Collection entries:
____________

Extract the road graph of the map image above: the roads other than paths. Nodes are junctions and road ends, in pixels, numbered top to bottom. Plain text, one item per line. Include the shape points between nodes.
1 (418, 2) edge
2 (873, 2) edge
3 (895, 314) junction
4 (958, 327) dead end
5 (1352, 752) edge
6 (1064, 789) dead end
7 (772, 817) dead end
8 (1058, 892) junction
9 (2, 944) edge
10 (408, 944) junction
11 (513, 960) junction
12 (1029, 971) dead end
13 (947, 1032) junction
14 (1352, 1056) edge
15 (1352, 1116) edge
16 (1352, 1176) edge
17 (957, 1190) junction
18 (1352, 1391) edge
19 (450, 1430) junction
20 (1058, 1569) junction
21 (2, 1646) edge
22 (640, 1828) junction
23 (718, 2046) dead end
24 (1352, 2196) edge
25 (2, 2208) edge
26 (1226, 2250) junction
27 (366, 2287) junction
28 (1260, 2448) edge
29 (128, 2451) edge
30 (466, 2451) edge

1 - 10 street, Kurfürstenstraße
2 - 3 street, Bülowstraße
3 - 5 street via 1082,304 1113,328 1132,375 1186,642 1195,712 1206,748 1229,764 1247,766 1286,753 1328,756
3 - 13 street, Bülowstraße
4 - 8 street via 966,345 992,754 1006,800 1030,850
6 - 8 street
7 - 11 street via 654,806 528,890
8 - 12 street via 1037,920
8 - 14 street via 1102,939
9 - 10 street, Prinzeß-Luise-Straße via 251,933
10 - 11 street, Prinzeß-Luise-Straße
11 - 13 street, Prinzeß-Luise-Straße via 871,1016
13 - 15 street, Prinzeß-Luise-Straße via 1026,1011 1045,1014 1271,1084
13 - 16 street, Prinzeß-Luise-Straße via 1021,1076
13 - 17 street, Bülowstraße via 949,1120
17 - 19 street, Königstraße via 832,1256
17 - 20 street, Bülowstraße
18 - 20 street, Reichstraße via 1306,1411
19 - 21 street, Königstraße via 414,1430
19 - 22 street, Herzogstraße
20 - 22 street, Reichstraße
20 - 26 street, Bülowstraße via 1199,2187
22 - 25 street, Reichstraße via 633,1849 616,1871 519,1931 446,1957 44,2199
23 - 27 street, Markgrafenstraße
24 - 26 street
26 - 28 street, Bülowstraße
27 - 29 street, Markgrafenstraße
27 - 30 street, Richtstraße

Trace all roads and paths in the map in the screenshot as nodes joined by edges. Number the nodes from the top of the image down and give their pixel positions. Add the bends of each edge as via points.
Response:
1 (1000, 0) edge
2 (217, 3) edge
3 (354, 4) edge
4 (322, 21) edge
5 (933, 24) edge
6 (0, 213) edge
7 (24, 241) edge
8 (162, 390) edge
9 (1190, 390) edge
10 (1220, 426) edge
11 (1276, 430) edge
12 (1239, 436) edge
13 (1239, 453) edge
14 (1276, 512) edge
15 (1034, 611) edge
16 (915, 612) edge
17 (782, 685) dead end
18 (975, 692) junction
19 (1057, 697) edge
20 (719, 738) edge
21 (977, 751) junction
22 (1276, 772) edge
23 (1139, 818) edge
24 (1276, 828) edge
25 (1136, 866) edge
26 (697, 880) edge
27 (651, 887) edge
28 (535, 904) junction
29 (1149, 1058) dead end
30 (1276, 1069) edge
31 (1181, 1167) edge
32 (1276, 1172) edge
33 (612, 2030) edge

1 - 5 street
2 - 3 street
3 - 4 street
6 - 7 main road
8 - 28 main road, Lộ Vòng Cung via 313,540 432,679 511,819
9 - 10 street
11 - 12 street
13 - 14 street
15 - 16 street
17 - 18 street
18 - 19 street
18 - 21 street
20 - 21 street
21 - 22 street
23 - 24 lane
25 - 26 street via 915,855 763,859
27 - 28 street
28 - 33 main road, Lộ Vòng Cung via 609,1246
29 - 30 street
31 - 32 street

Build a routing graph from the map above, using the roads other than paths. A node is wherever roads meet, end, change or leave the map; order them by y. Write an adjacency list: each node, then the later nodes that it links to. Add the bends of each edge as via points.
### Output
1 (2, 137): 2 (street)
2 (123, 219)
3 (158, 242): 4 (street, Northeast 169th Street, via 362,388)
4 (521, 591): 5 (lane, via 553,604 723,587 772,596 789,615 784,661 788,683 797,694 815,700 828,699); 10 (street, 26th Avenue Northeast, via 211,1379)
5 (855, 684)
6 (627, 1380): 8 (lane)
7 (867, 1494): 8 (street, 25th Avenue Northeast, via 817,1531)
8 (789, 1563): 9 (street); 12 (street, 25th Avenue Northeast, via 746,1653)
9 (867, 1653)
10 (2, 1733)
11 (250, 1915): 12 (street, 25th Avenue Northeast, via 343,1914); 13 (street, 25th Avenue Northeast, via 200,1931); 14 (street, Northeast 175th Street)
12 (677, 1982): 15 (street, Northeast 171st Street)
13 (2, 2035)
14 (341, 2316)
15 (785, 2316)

____________

--- Task details ---
Give back each record exactly, from the first line through the last.

--- Written reply ---
Extract the road graph of the map image above: the roads other than paths. Nodes are junctions and road ends, in pixels, numbered top to bottom. Plain text, one item per line. Include the shape points between nodes.
1 (418, 2) edge
2 (873, 2) edge
3 (895, 314) junction
4 (958, 327) dead end
5 (1352, 752) edge
6 (1064, 789) dead end
7 (772, 817) dead end
8 (1058, 892) junction
9 (2, 944) edge
10 (408, 944) junction
11 (513, 960) junction
12 (1029, 971) dead end
13 (947, 1032) junction
14 (1352, 1056) edge
15 (1352, 1116) edge
16 (1352, 1176) edge
17 (957, 1190) junction
18 (1352, 1391) edge
19 (450, 1430) junction
20 (1058, 1569) junction
21 (2, 1646) edge
22 (640, 1828) junction
23 (718, 2046) dead end
24 (1352, 2196) edge
25 (2, 2208) edge
26 (1226, 2250) junction
27 (366, 2287) junction
28 (1260, 2448) edge
29 (128, 2451) edge
30 (466, 2451) edge

1 - 10 street, Kurfürstenstraße
2 - 3 street, Bülowstraße
3 - 5 street via 1082,304 1113,328 1132,375 1186,642 1195,712 1206,748 1229,764 1247,766 1286,753 1328,756
3 - 13 street, Bülowstraße
4 - 8 street via 966,345 992,754 1006,800 1030,850
6 - 8 street
7 - 11 street via 654,806 528,890
8 - 12 street via 1037,920
8 - 14 street via 1102,939
9 - 10 street, Prinzeß-Luise-Straße via 251,933
10 - 11 street, Prinzeß-Luise-Straße
11 - 13 street, Prinzeß-Luise-Straße via 871,1016
13 - 15 street, Prinzeß-Luise-Straße via 1026,1011 1045,1014 1271,1084
13 - 16 street, Prinzeß-Luise-Straße via 1021,1076
13 - 17 street, Bülowstraße via 949,1120
17 - 19 street, Königstraße via 832,1256
17 - 20 street, Bülowstraße
18 - 20 street, Reichstraße via 1306,1411
19 - 21 street, Königstraße via 414,1430
19 - 22 street, Herzogstraße
20 - 22 street, Reichstraße
20 - 26 street, Bülowstraße via 1199,2187
22 - 25 street, Reichstraße via 633,1849 616,1871 519,1931 446,1957 44,2199
23 - 27 street, Markgrafenstraße
24 - 26 street
26 - 28 street, Bülowstraße
27 - 29 street, Markgrafenstraße
27 - 30 street, Richtstraße

Trace all roads and paths in the map in the screenshot as nodes joined by edges. Number the nodes from the top of the image down and give their pixel positions. Add the bends of each edge as via points.
Response:
1 (1000, 0) edge
2 (217, 3) edge
3 (354, 4) edge
4 (322, 21) edge
5 (933, 24) edge
6 (0, 213) edge
7 (24, 241) edge
8 (162, 390) edge
9 (1190, 390) edge
10 (1220, 426) edge
11 (1276, 430) edge
12 (1239, 436) edge
13 (1239, 453) edge
14 (1276, 512) edge
15 (1034, 611) edge
16 (915, 612) edge
17 (782, 685) dead end
18 (975, 692) junction
19 (1057, 697) edge
20 (719, 738) edge
21 (977, 751) junction
22 (1276, 772) edge
23 (1139, 818) edge
24 (1276, 828) edge
25 (1136, 866) edge
26 (697, 880) edge
27 (651, 887) edge
28 (535, 904) junction
29 (1149, 1058) dead end
30 (1276, 1069) edge
31 (1181, 1167) edge
32 (1276, 1172) edge
33 (612, 2030) edge

1 - 5 street
2 - 3 street
3 - 4 street
6 - 7 main road
8 - 28 main road, Lộ Vòng Cung via 313,540 432,679 511,819
9 - 10 street
11 - 12 street
13 - 14 street
15 - 16 street
17 - 18 street
18 - 19 street
18 - 21 street
20 - 21 street
21 - 22 street
23 - 24 lane
25 - 26 street via 915,855 763,859
27 - 28 street
28 - 33 main road, Lộ Vòng Cung via 609,1246
29 - 30 street
31 - 32 street

Build a routing graph from the map above, using the roads other than paths. A node is wherever roads meet, end, change or leave the map; order them by y. Write an adjacency list: each node, then the later nodes that it links to. Add the bends of each edge as via points.
### Output
1 (2, 137): 2 (street)
2 (123, 219)
3 (158, 242): 4 (street, Northeast 169th Street, via 362,388)
4 (521, 591): 5 (lane, via 553,604 723,587 772,596 789,615 784,661 788,683 797,694 815,700 828,699); 10 (street, 26th Avenue Northeast, via 211,1379)
5 (855, 684)
6 (627, 1380): 8 (lane)
7 (867, 1494): 8 (street, 25th Avenue Northeast, via 817,1531)
8 (789, 1563): 9 (street); 12 (street, 25th Avenue Northeast, via 746,1653)
9 (867, 1653)
10 (2, 1733)
11 (250, 1915): 12 (street, 25th Avenue Northeast, via 343,1914); 13 (street, 25th Avenue Northeast, via 200,1931); 14 (street, Northeast 175th Street)
12 (677, 1982): 15 (street, Northeast 171st Street)
13 (2, 2035)
14 (341, 2316)
15 (785, 2316)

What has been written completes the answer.